## Extracted entries
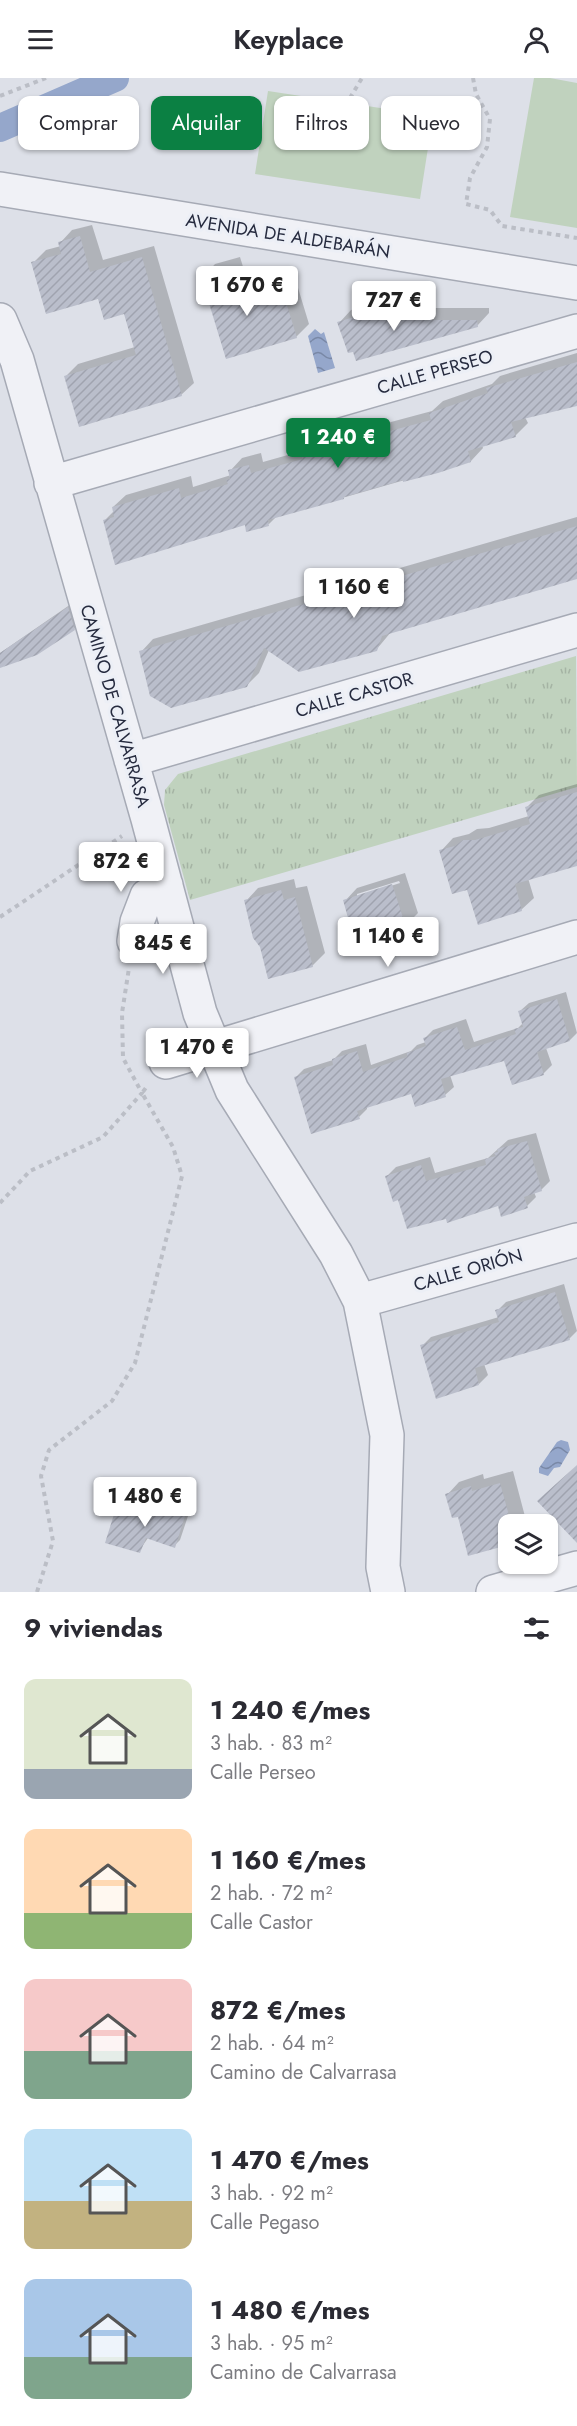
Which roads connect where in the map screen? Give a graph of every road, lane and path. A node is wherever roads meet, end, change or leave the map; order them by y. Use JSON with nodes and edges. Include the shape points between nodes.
{"nodes":[{"id":1,"x":46,"y":78,"type":"edge"},
{"id":2,"x":362,"y":78,"type":"edge"},
{"id":3,"x":473,"y":78,"type":"edge"},
{"id":4,"x":0,"y":96,"type":"edge"},
{"id":5,"x":351,"y":96,"type":"edge"},
{"id":6,"x":0,"y":189,"type":"edge"},
{"id":7,"x":577,"y":237,"type":"edge"},
{"id":8,"x":577,"y":283,"type":"edge"},
{"id":9,"x":0,"y":320,"type":"edge"},
{"id":10,"x":577,"y":331,"type":"edge"},
{"id":11,"x":51,"y":483,"type":"junction"},
{"id":12,"x":577,"y":630,"type":"edge"},
{"id":13,"x":131,"y":760,"type":"junction"},
{"id":14,"x":148,"y":819,"type":"junction"},
{"id":15,"x":166,"y":885,"type":"junction"},
{"id":16,"x":0,"y":917,"type":"edge"},
{"id":17,"x":577,"y":937,"type":"edge"},
{"id":18,"x":134,"y":941,"type":"joint"},
{"id":19,"x":214,"y":1048,"type":"junction"},
{"id":20,"x":166,"y":1062,"type":"joint"},
{"id":21,"x":142,"y":1093,"type":"junction"},
{"id":22,"x":0,"y":1203,"type":"edge"},
{"id":23,"x":577,"y":1240,"type":"edge"},
{"id":24,"x":360,"y":1301,"type":"junction"},
{"id":25,"x":577,"y":1568,"type":"edge"},
{"id":26,"x":37,"y":1592,"type":"edge"},
{"id":27,"x":388,"y":1592,"type":"edge"},
{"id":28,"x":494,"y":1592,"type":"edge"}],
"edges":[{"from":1,"to":4,"type":"path"},
{"from":2,"to":5,"type":"path"},
{"from":3,"to":7,"type":"path","via":[[489,120],[487,147],[470,178],[466,204],[490,210],[502,226]]},
{"from":6,"to":8,"type":"street","name":"AVENIDA DE ALDEBARÁN"},
{"from":9,"to":11,"type":"street","name":"CAMINO DE CALVARRASA","via":[[17,360]]},
{"from":10,"to":11,"type":"street","name":"CALLE PERSEO"},
{"from":11,"to":13,"type":"street","name":"CAMINO DE CALVARRASA"},
{"from":12,"to":13,"type":"street","name":"CALLE CASTOR"},
{"from":13,"to":14,"type":"street","name":"CAMINO DE CALVARRASA"},
{"from":14,"to":15,"type":"street","name":"CAMINO DE CALVARRASA"},
{"from":14,"to":16,"type":"path"},
{"from":15,"to":18,"type":"street","via":[[147,896]]},
{"from":15,"to":19,"type":"street","name":"CAMINO DE CALVARRASA","via":[[200,1013]]},
{"from":17,"to":19,"type":"street"},
{"from":18,"to":21,"type":"path","via":[[122,1013],[123,1058]]},
{"from":19,"to":20,"type":"street"},
{"from":19,"to":24,"type":"street","name":"CAMINO DE CALVARRASA","via":[[232,1090],[336,1254]]},
{"from":20,"to":21,"type":"path"},
{"from":21,"to":22,"type":"path","via":[[103,1137],[30,1171]]},
{"from":21,"to":26,"type":"path","via":[[173,1147],[182,1176],[135,1363],[112,1401],[49,1450],[41,1476],[52,1541]]},
{"from":23,"to":24,"type":"street","name":"CALLE ORIÓN"},
{"from":24,"to":27,"type":"street","name":"CAMINO DE CALVARRASA","via":[[387,1435],[383,1567]]},
{"from":25,"to":28,"type":"street"}]}
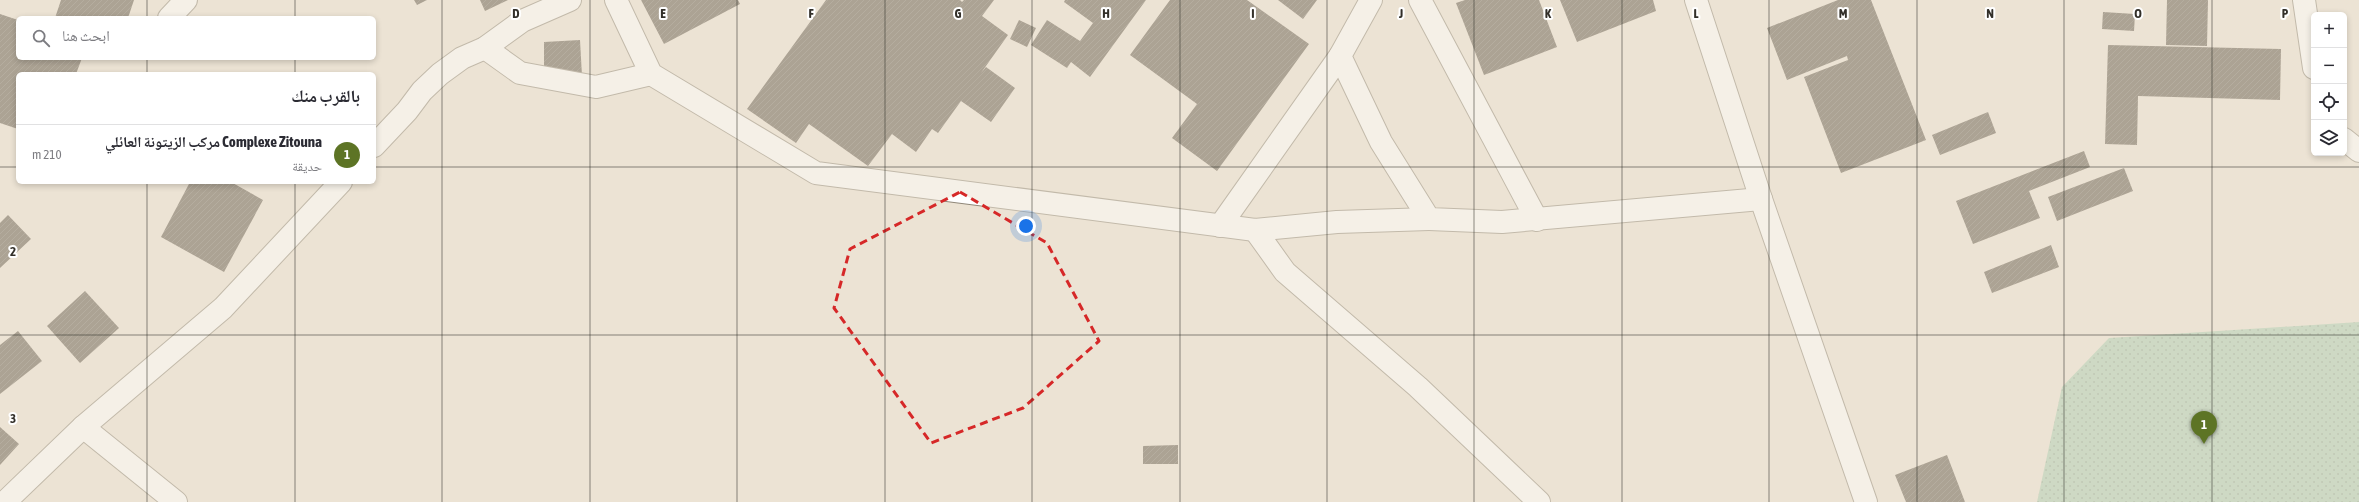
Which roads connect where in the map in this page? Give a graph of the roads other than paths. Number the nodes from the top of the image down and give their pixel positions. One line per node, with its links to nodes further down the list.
1 (186, 0): 8 (street)
2 (570, 0): 9 (street)
3 (616, 0): 12 (street)
4 (1371, 0): 11 (street)
5 (1420, 0): 19 (street)
6 (1696, 0): 17 (street)
7 (2304, 0): 10 (street)
8 (171, 16)
9 (485, 48): 12 (street); 14 (street)
10 (2311, 48)
11 (1340, 56): 18 (street); 20 (street)
12 (651, 74): 20 (street)
13 (2347, 141): 15 (street)
14 (376, 144)
15 (2359, 151)
16 (339, 184): 22 (street)
17 (1761, 199): 19 (street); 26 (street)
18 (1429, 219): 19 (street); 21 (street)
19 (1537, 220)
20 (1220, 226): 21 (street)
21 (1255, 230): 25 (street)
22 (83, 428): 23 (street); 24 (street)
23 (5, 502)
24 (176, 502)
25 (1539, 502)
26 (1866, 502)

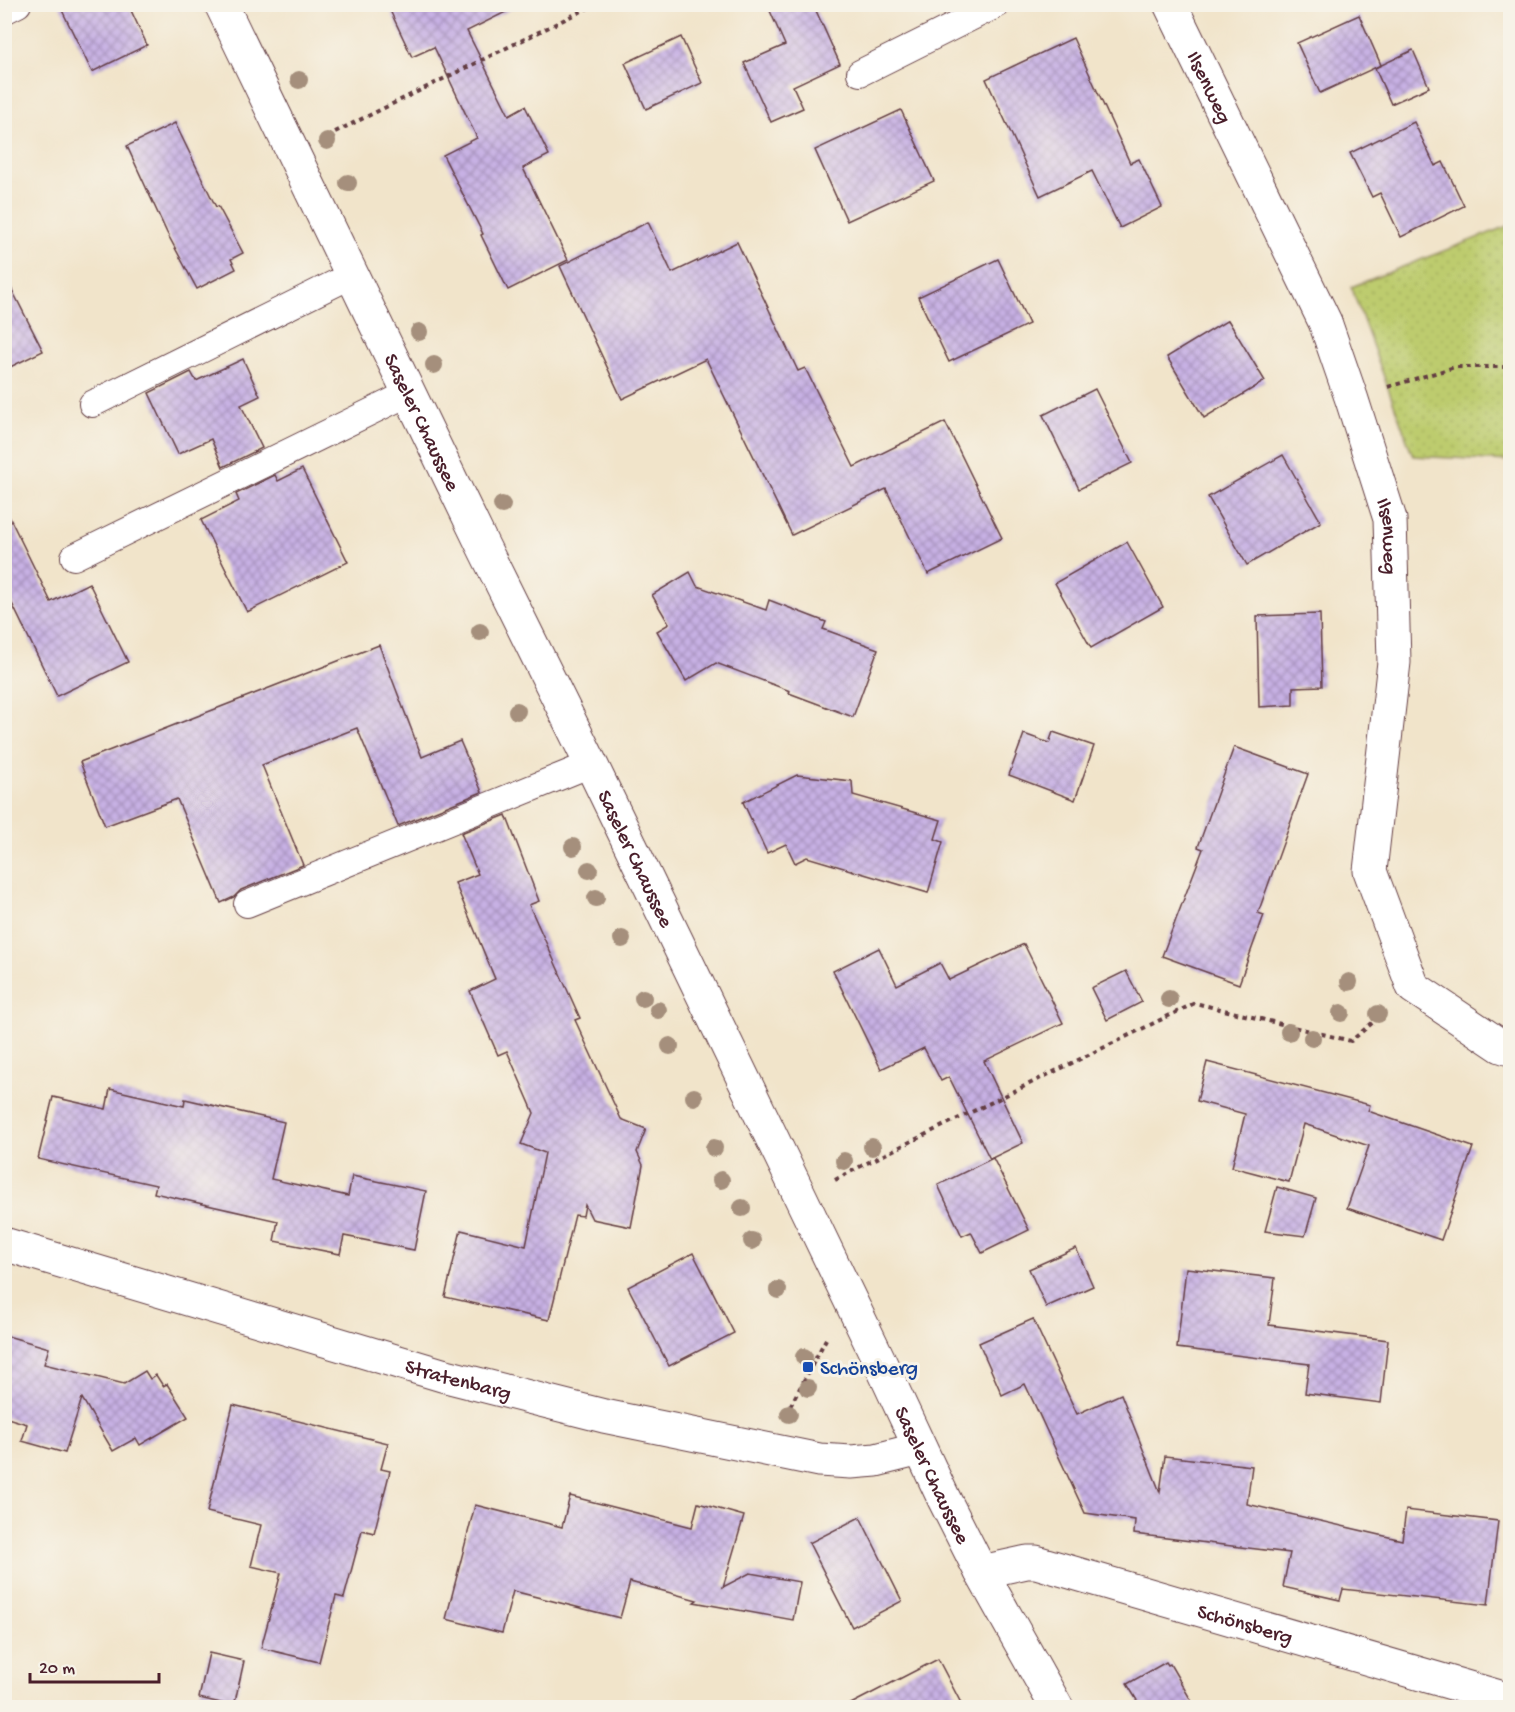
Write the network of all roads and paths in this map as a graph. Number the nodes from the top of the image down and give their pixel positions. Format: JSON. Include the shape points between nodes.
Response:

## What the exercise asks
Every line above should be transcribed exactly, though no image should be carried over.

## Finished exercise
Which roads connect where in the map screen? Give a graph of every road, lane and path. A node is wherever roads meet, end, change or leave the map; order them by y. Use JSON with nodes and edges. Include the shape points between nodes.
{"nodes":[{"id":1,"x":46,"y":78,"type":"edge"},
{"id":2,"x":362,"y":78,"type":"edge"},
{"id":3,"x":473,"y":78,"type":"edge"},
{"id":4,"x":0,"y":96,"type":"edge"},
{"id":5,"x":351,"y":96,"type":"edge"},
{"id":6,"x":0,"y":189,"type":"edge"},
{"id":7,"x":577,"y":237,"type":"edge"},
{"id":8,"x":577,"y":283,"type":"edge"},
{"id":9,"x":0,"y":320,"type":"edge"},
{"id":10,"x":577,"y":331,"type":"edge"},
{"id":11,"x":51,"y":483,"type":"junction"},
{"id":12,"x":577,"y":630,"type":"edge"},
{"id":13,"x":131,"y":760,"type":"junction"},
{"id":14,"x":148,"y":819,"type":"junction"},
{"id":15,"x":166,"y":885,"type":"junction"},
{"id":16,"x":0,"y":917,"type":"edge"},
{"id":17,"x":577,"y":937,"type":"edge"},
{"id":18,"x":134,"y":941,"type":"joint"},
{"id":19,"x":214,"y":1048,"type":"junction"},
{"id":20,"x":166,"y":1062,"type":"joint"},
{"id":21,"x":142,"y":1093,"type":"junction"},
{"id":22,"x":0,"y":1203,"type":"edge"},
{"id":23,"x":577,"y":1240,"type":"edge"},
{"id":24,"x":360,"y":1301,"type":"junction"},
{"id":25,"x":577,"y":1568,"type":"edge"},
{"id":26,"x":37,"y":1592,"type":"edge"},
{"id":27,"x":388,"y":1592,"type":"edge"},
{"id":28,"x":494,"y":1592,"type":"edge"}],
"edges":[{"from":1,"to":4,"type":"path"},
{"from":2,"to":5,"type":"path"},
{"from":3,"to":7,"type":"path","via":[[489,120],[487,147],[470,178],[466,204],[490,210],[502,226]]},
{"from":6,"to":8,"type":"street","name":"AVENIDA DE ALDEBARÁN"},
{"from":9,"to":11,"type":"street","name":"CAMINO DE CALVARRASA","via":[[17,360]]},
{"from":10,"to":11,"type":"street","name":"CALLE PERSEO"},
{"from":11,"to":13,"type":"street","name":"CAMINO DE CALVARRASA"},
{"from":12,"to":13,"type":"street","name":"CALLE CASTOR"},
{"from":13,"to":14,"type":"street","name":"CAMINO DE CALVARRASA"},
{"from":14,"to":15,"type":"street","name":"CAMINO DE CALVARRASA"},
{"from":14,"to":16,"type":"path"},
{"from":15,"to":18,"type":"street","via":[[147,896]]},
{"from":15,"to":19,"type":"street","name":"CAMINO DE CALVARRASA","via":[[200,1013]]},
{"from":17,"to":19,"type":"street"},
{"from":18,"to":21,"type":"path","via":[[122,1013],[123,1058]]},
{"from":19,"to":20,"type":"street"},
{"from":19,"to":24,"type":"street","name":"CAMINO DE CALVARRASA","via":[[232,1090],[336,1254]]},
{"from":20,"to":21,"type":"path"},
{"from":21,"to":22,"type":"path","via":[[103,1137],[30,1171]]},
{"from":21,"to":26,"type":"path","via":[[173,1147],[182,1176],[135,1363],[112,1401],[49,1450],[41,1476],[52,1541]]},
{"from":23,"to":24,"type":"street","name":"CALLE ORIÓN"},
{"from":24,"to":27,"type":"street","name":"CAMINO DE CALVARRASA","via":[[387,1435],[383,1567]]},
{"from":25,"to":28,"type":"street"}]}
Which roads connect where in the map in this page? Give a graph of the roads other than paths. Number the nodes from the top of the image down and give their pixel positions. One line per node, with its links to nodes further down the list.
1 (186, 0): 8 (street)
2 (570, 0): 9 (street)
3 (616, 0): 12 (street)
4 (1371, 0): 11 (street)
5 (1420, 0): 19 (street)
6 (1696, 0): 17 (street)
7 (2304, 0): 10 (street)
8 (171, 16)
9 (485, 48): 12 (street); 14 (street)
10 (2311, 48)
11 (1340, 56): 18 (street); 20 (street)
12 (651, 74): 20 (street)
13 (2347, 141): 15 (street)
14 (376, 144)
15 (2359, 151)
16 (339, 184): 22 (street)
17 (1761, 199): 19 (street); 26 (street)
18 (1429, 219): 19 (street); 21 (street)
19 (1537, 220)
20 (1220, 226): 21 (street)
21 (1255, 230): 25 (street)
22 (83, 428): 23 (street); 24 (street)
23 (5, 502)
24 (176, 502)
25 (1539, 502)
26 (1866, 502)

Write the network of all roads and paths in this map as a graph. Number the nodes from the top of the image down and give their pixel positions. Format: JSON. Include the shape points between nodes.
Response:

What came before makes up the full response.